Neuroendocrine tumors; Carcinomas; Carcinoid; Brazil; Gastroenteropancreatic system


CLINICAL SCIENCE

Neuroendocrine tumors involving the gastroenteropancreatic tract: a clinicopathological evaluation of 773 cases

Bruna Estrozi; Carlos E. Bacchi

Consultoria em Patologia, Botucatu/SP, Brazil

ABSTRACT

OBJECTIVE: Description of some of the clinical pathological characteristics of neuroendocrine tumors of the gastroenteropancreatic tract in Brazilian patients.

INTRODUCTION: Neuroendocrine tumors arise in many organs and share common pathological features. In 2010, the World Health Organization published a new classification for neuroendocrine tumors using a three-tiered system that applies the terms neuroendocrine tumor Grade 1, neuroendocrine tumor Grade 2, and neuroendocrine carcinoma. The tumor grades are based on their mitotic rate and the Ki-67 index. In Brazil, information on neuroendocrine tumors of gastroenteropancreatic tract is scarce.

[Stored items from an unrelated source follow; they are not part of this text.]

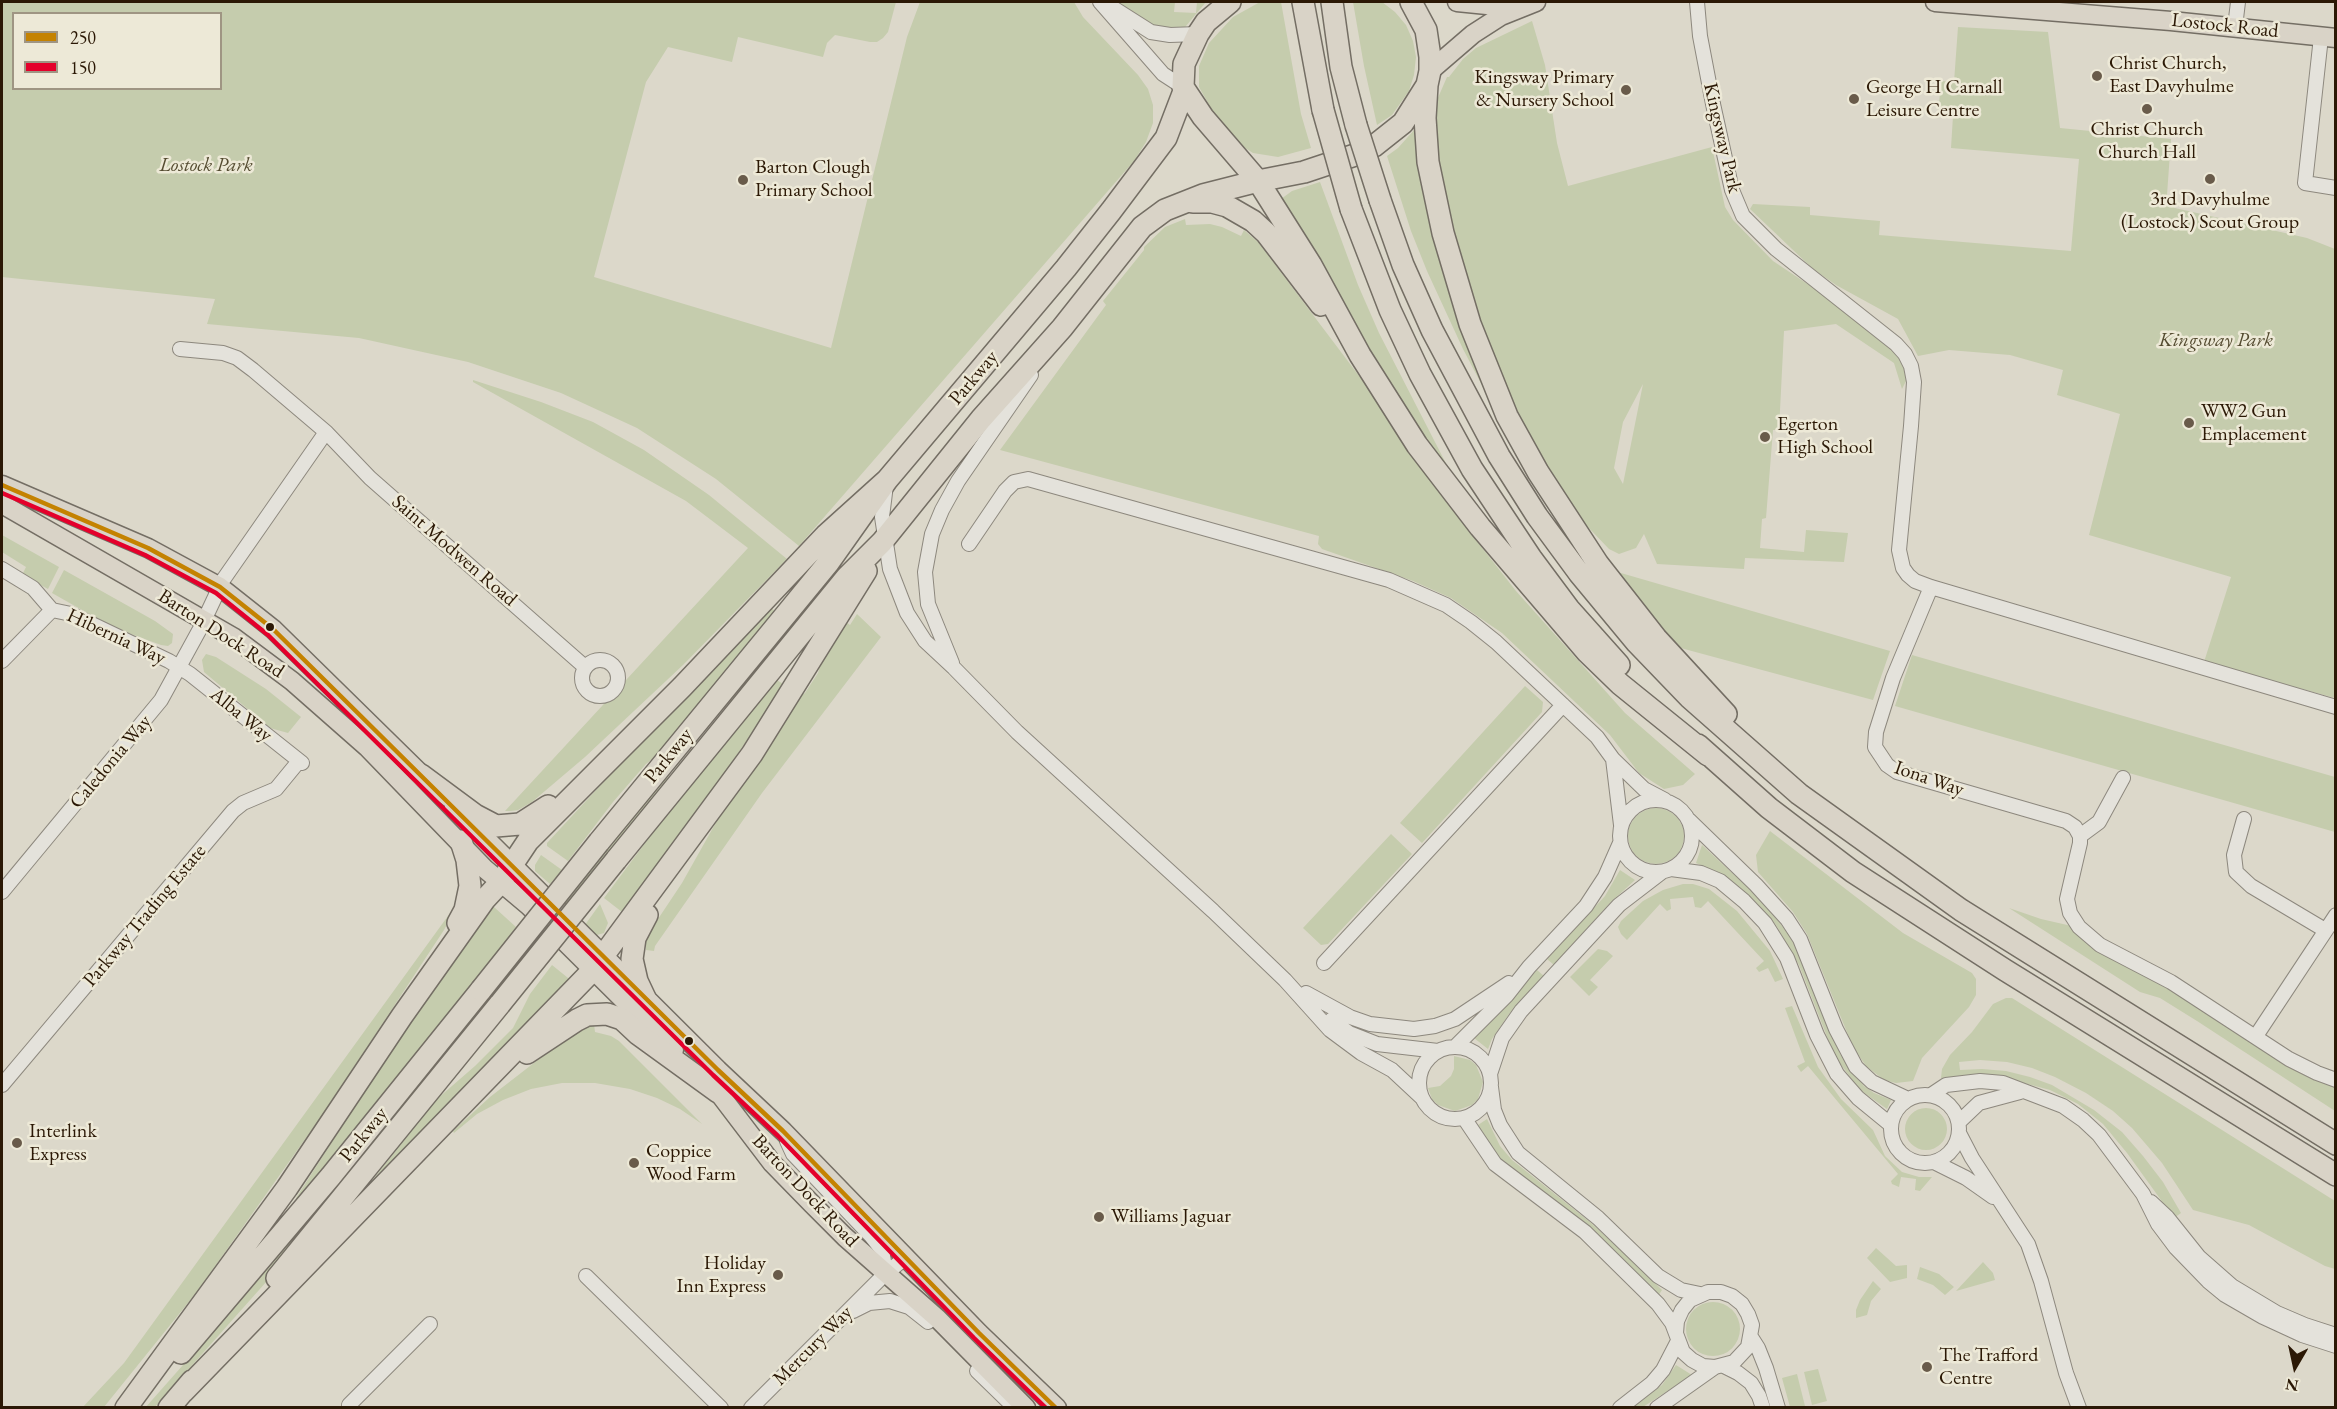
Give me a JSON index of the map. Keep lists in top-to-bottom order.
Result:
{
  "streets": {
    "highway": ["Parkway"],
    "main road": ["Lostock Road", "Barton Dock Road"],
    "street": [
      "Kingsway Park",
      "Saint Modwen Road",
      "Hibernia Way",
      "Alba Way",
      "Caledonia Way",
      "Iona Way",
      "Parkway Trading Estate",
      "Mercury Way"
    ]
  },
  "crossings": [
    ["Kingsway Park", "Iona Way"],
    ["Barton Dock Road", "Caledonia Way"],
    ["Barton Dock Road", "Mercury Way"],
    ["Hibernia Way", "Alba Way"],
    ["Hibernia Way", "Caledonia Way"],
    ["Alba Way", "Caledonia Way"],
    ["Alba Way", "Parkway Trading Estate"]
  ],
  "parks": ["Lostock Park", "Kingsway Park"],
  "places": [
    "Christ Church, East Davyhulme",
    "Kingsway Primary & Nursery School",
    "George H Carnall Leisure Centre",
    "Christ Church Church Hall",
    "3rd Davyhulme (Lostock) Scout Group",
    "Barton Clough Primary School",
    "WW2 Gun Emplacement",
    "Egerton High School",
    "Interlink Express",
    "Coppice Wood Farm",
    "Williams Jaguar",
    "Holiday Inn Express",
    "The Trafford Centre"
  ],
  "lines": ["transit line 250", "transit line 150"],
  "legend": ["250", "150"],
  "north": "bottom"
}
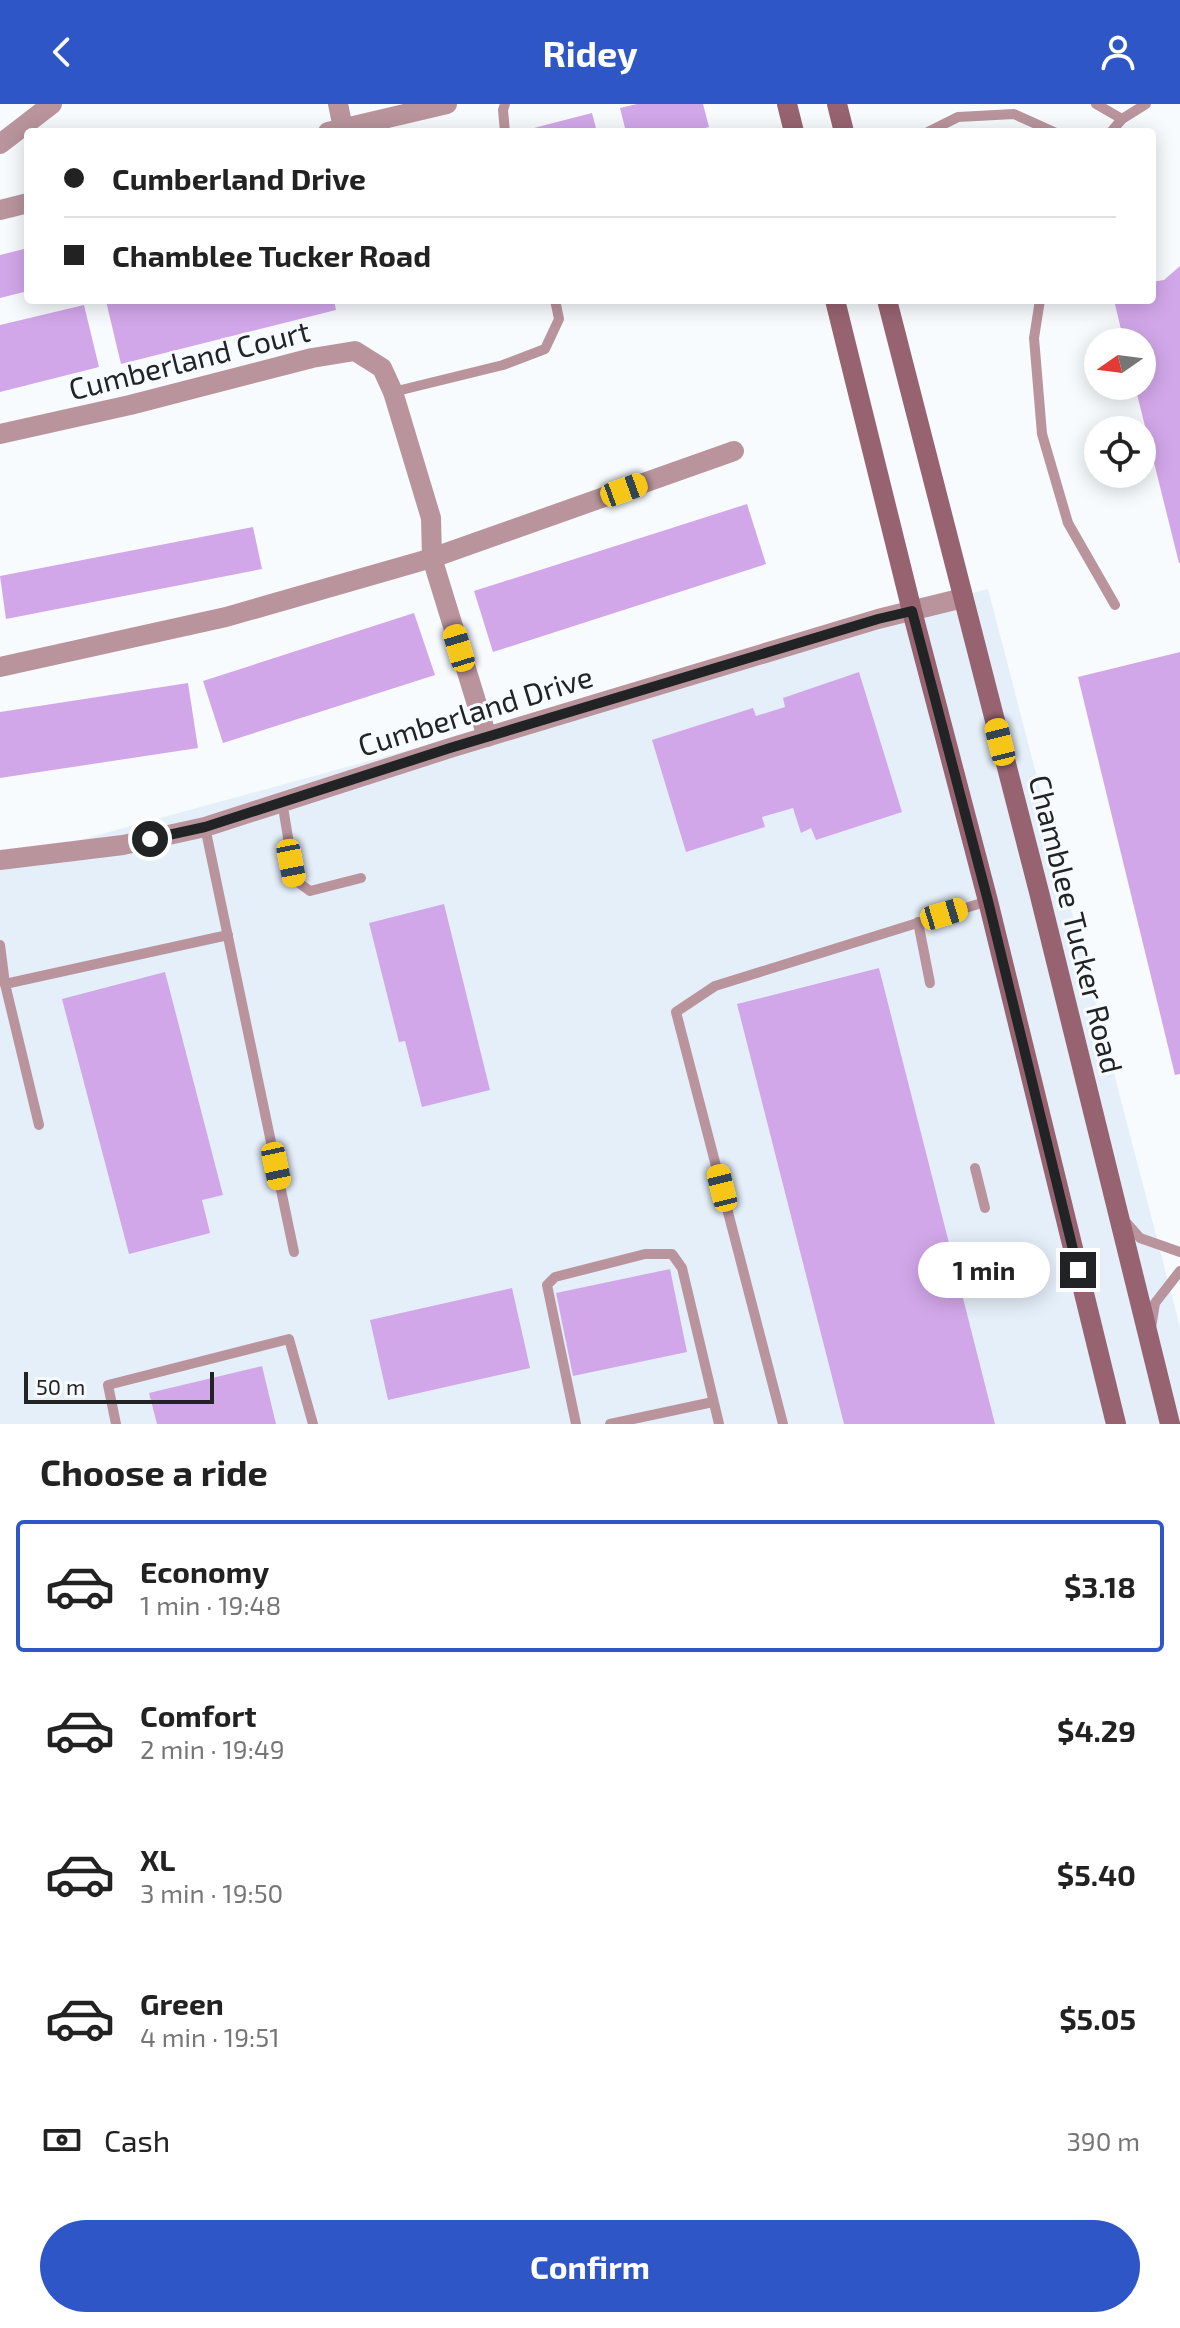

METHODS: This study investigated clinicopathological features of 773 Brazilian gastroenteropancreatic neuroendocrine tumor cases from all the geographic regions of Brazil. All of the cases emerged from the files of a single institution (a large pathology reference laboratory) between 1997 and 2009. In addition, the gastroenteropancreatic neuroendocrine tumors were graded according to the new 2010 World Health Organization classification.

RESULTS: Overall there were a higher number of neuroendocrine tumors in female over male. The lower ages were seen in patients with appendiceal tumors. The most common anatomic location involved was stomach followed by small and large intestines. All cases involving the appendix were of grade 1 and 92.1% of the neuroendocrine tumors of the esophagus were neuroendocrine carcinomas (grade 3).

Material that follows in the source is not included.